The main innovation consists basically of having separate heaps for different objects sizes. It starts with a size of i, and has heaps for sizes i^1, i^2, ..., i^n for bounded n. An object that has a size of m > i^n goes into the i^n+1 heap.

It does thus waste memory at the end of object blocks, but they seem to indicate this is on par with memory wasted by fragmentation (this of course needs to be proofed).

The very big advantage is basically costless deallocation and cheap maintenance of free lists (you just mark the block as unused). It does also trigger several optimizations idea regarding lost space at the end of objects.

I don't know if you'd consider it battle proofed enough though, but i really think it's an interresting idea ! And the benchmarks seem to indicate very good performance.

Anyway, congrats on the 4-colors algorithm, and thank you for this article, it is actually a quite thorough explanation of mark & sweep techniques, i enjoyed reading it !

richcollins · on June 1, 2012

Any ideas why you get more sponsorship from gaming companies? Seems like this would be really useful for mobile devices.

Also, has anyone tried to pre-jit then load an image on iOS?

mikemike · on June 1, 2012

Err, I think you mean "why DON'T you get ...". :-/

I guess this has to do with the way the gaming industry works. The smaller game companies have maybe two or three big hits until they go under and/or the talent is bought out. The bigger ones are just wrappers for financial purposes nowadays. Yes, there are a few exceptions (no point in listing them). But overall, there's little continuity.
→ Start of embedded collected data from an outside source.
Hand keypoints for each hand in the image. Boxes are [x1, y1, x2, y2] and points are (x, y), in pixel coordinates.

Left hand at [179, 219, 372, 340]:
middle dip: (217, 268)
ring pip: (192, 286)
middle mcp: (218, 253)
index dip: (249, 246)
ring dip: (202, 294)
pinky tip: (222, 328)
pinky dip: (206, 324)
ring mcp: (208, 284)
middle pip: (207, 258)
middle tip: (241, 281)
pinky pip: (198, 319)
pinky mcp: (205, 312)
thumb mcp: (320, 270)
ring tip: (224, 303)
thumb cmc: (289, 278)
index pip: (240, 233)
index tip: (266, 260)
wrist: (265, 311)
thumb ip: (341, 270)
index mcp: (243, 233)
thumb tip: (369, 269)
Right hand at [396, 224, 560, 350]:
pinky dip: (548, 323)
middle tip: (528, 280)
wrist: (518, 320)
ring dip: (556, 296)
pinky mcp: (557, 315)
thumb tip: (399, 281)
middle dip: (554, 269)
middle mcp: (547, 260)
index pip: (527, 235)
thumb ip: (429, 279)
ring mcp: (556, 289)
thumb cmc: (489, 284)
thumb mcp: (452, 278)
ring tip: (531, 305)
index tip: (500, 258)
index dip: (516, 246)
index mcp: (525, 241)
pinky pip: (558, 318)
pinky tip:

Sponsoring is an investment into the future. Most game companies drown in their daily business and never get to look beyond that. Making the next deadline is all that counts. Après nous le déluge.
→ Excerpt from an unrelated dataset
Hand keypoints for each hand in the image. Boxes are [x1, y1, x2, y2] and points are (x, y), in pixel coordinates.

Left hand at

Ok, so maybe this is just my personal impression and I'm all wrong. In fact, I'd love to be corrected ...

jacktoole1 · on June 1, 2012

Unfortunately, I think most mobile devices still forbid JIT (aside from integrated javascript implementations). The technical limitation was removed in iOS 5.0, but I believe whether Apple will accept apps using JIT is still an open question. Where I learned this: http://news.ycombinator.com/item?id=3818994

richcollins · on June 2, 2012

Right that's why you jit ahead of time and then load the result into executable memory when the app starts (vs while it's running)

jacktoole1 · on June 2, 2012

I didn't know that was possible - thanks for the insight!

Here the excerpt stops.